From the dark Christmases of the late 70s and early 80s when he was still known quite simply as Jose Marie Borja Viceral, the Yule season now – by his own admission — is indeed bright with all the signs of prosperity all over the place.
He has a house fit for a prince, he helped send all his siblings to school, he managed to give his mother a car but in the process, he admits he lost his privacy. “My boyfriend and I have to go abroad to enjoy that lost privacy. Not that there is anything to be ashamed of in our relationship. We enjoy each other while we can but we have to go elsewhere before everybody starts figuring out where my boyfriend came from and what his supposed intentions are for getting involved with me.”
Deramas said it wasn’t difficult handling Vice because he came from another form of theater which is stand up comedy. “I met him during one of his gigs at The Library and I can say that what he was doing can’t be easily duplicated by any actor on the legitimate stage. He can dissect people in the audience and make something funny about it in seconds.”
For now, Vice Ganda is up there in the highest echelon of tinsel town.
He is enjoying the usual perks: astronomical talent fees, his share of fame and recognition.
What he didn’t enjoy in showbiz is quite revealing of victims of showbiz.
“To be robbed of your real self is something I can’t accept about showbiz. Some people will ask you to do something against your will and principle but you have to do it all in the name of so-called professionalism.”

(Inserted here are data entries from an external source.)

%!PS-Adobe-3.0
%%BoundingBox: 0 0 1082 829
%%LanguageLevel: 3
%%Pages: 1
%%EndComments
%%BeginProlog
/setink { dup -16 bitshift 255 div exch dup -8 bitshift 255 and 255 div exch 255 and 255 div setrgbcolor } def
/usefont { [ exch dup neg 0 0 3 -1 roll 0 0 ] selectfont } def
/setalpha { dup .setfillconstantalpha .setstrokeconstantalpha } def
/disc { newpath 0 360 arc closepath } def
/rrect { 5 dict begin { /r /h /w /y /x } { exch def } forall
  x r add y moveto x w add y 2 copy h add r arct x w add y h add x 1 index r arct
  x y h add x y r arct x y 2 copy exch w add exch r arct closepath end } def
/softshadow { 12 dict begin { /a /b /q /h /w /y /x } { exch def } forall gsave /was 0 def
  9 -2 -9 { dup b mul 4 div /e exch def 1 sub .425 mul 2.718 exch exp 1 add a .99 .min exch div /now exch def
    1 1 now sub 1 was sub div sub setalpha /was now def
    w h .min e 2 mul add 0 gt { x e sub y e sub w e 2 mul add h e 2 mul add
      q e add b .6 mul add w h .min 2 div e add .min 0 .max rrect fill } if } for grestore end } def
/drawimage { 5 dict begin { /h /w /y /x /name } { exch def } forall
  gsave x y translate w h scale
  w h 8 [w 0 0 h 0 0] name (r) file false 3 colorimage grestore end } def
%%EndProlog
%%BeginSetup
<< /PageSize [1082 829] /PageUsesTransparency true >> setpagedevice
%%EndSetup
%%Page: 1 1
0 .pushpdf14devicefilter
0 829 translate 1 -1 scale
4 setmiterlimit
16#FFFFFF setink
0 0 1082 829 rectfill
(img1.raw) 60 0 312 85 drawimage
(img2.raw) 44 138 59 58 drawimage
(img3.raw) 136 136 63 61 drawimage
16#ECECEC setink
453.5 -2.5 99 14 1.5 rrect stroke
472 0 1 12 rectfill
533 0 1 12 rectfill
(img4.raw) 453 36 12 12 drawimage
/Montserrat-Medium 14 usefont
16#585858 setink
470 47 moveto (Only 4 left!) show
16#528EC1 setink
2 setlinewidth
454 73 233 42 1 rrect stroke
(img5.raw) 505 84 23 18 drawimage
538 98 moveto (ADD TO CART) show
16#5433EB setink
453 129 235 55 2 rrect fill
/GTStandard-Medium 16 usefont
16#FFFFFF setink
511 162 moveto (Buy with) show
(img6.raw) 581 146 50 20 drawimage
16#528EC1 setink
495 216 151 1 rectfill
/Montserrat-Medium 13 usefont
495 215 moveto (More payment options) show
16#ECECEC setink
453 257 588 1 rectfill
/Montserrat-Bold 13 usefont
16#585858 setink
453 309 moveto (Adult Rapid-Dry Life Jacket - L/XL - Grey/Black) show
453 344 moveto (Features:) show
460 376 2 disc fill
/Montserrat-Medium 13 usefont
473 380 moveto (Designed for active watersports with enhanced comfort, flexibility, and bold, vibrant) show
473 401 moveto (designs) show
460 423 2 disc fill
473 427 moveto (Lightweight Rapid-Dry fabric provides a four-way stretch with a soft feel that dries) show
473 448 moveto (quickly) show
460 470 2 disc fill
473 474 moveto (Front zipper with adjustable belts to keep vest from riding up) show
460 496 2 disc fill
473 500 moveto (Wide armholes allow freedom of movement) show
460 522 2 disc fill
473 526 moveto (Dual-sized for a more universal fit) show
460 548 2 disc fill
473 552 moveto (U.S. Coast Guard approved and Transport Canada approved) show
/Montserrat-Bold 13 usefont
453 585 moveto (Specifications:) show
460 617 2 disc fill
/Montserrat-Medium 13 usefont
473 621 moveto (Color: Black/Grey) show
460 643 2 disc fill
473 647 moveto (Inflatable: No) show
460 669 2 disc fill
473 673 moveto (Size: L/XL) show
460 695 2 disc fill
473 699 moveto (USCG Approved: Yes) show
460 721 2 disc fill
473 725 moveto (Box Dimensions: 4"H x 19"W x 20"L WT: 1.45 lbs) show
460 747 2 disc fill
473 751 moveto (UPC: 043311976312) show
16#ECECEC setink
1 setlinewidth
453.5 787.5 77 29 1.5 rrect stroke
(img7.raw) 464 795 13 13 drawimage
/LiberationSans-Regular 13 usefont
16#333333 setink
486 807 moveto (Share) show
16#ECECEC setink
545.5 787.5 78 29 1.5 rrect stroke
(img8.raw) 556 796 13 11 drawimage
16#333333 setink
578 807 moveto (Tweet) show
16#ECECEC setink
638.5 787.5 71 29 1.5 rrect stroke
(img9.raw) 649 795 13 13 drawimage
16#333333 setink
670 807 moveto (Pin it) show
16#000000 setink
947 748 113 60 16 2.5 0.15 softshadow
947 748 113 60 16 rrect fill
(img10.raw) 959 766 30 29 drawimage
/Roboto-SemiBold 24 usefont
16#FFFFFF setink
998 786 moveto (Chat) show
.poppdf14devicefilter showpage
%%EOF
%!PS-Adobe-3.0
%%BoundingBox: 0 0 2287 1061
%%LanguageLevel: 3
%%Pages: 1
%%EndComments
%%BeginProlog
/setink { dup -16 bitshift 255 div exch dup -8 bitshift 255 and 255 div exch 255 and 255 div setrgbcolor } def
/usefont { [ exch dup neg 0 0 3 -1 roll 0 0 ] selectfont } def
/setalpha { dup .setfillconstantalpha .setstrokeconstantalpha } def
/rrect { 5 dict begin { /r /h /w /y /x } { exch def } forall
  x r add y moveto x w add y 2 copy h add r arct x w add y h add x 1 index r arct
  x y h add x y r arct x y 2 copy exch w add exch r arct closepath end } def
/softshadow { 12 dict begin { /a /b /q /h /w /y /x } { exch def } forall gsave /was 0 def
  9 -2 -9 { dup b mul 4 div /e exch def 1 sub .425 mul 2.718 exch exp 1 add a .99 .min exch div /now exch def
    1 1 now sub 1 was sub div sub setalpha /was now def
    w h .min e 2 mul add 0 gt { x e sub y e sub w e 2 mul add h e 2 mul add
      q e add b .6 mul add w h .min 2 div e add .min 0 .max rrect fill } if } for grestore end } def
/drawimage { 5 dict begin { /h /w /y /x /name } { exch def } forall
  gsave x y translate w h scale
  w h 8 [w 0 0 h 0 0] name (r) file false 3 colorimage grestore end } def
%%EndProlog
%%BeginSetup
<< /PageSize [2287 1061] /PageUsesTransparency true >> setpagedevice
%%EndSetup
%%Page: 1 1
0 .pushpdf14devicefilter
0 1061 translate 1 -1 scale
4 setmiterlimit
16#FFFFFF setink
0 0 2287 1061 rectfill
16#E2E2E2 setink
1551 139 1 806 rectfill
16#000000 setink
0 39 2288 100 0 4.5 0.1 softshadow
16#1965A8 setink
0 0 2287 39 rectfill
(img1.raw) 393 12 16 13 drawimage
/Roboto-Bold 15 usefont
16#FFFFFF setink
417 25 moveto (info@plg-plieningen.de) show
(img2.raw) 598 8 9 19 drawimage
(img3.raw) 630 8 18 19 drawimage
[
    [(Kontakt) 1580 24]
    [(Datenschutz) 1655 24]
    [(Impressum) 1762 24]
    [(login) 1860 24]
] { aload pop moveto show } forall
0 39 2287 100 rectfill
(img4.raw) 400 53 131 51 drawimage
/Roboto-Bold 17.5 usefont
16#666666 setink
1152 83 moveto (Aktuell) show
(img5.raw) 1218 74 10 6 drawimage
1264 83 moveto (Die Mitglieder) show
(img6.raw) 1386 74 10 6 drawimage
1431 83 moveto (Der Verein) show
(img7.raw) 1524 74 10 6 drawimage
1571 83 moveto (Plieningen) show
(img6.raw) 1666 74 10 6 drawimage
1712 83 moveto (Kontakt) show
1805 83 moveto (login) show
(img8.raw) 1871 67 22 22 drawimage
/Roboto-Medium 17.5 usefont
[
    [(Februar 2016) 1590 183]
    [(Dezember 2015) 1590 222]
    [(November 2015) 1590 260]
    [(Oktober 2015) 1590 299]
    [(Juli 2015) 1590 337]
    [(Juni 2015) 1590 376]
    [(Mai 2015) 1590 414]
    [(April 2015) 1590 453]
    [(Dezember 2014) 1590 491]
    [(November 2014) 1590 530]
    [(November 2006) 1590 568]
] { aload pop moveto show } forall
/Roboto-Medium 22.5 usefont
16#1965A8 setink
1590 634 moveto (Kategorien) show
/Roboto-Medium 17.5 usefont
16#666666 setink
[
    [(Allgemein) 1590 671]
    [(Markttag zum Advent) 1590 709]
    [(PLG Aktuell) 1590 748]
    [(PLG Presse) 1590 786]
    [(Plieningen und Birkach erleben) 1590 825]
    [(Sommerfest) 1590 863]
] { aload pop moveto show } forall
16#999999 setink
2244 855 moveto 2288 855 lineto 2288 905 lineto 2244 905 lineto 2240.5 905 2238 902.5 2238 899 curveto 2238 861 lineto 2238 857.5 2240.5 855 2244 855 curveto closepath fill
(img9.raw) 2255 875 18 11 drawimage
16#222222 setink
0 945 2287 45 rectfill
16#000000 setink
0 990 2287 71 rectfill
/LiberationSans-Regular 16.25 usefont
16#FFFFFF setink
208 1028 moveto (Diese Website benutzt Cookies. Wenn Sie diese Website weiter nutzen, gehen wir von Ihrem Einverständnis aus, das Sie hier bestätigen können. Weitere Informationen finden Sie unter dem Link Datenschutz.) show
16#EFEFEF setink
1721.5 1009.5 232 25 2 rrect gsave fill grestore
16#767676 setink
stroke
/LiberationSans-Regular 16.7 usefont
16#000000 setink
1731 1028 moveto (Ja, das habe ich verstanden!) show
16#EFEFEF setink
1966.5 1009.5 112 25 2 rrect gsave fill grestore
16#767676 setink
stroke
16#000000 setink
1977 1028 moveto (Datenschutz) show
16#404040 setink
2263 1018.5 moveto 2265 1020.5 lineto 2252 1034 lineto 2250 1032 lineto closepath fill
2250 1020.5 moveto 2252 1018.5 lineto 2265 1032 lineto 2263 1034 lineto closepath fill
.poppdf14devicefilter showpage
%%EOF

Even Vice Ganda’s presscons are filled with peals of laughter over his acerbic one-liners. “The sadness behind the laughter is also true even among non-comedians,” he points out when asked if comedians actually suffer behind that happy façade. “Look at those victims of Typhoon Yolanda in Samar and Leyte. Recovery is a long way to go but when a TV camera pans them, they give their real, sincere smile as though everything is all right with the world.”
But come Christmas, he will celebrate it as a matter of personal choice.
“We should help our poor brothers and sisters as they go through recovery period. But we should celebrate the birth of Jesus in our own simple ways. We need not postpone it. After all, we are not celebrating a disaster. We are simply recalling the birth of our Savior.”
Even his idea of happiness hews along the same line.
“I will be very happy if I am able to do things that my heart dictates, not to live up to some image expected of me by the public. That is the only way I can find true happiness.”
A small but significant wish from someone who didn’t even finish a bachelor’s degree (political science) at the FEU of his earlier youth.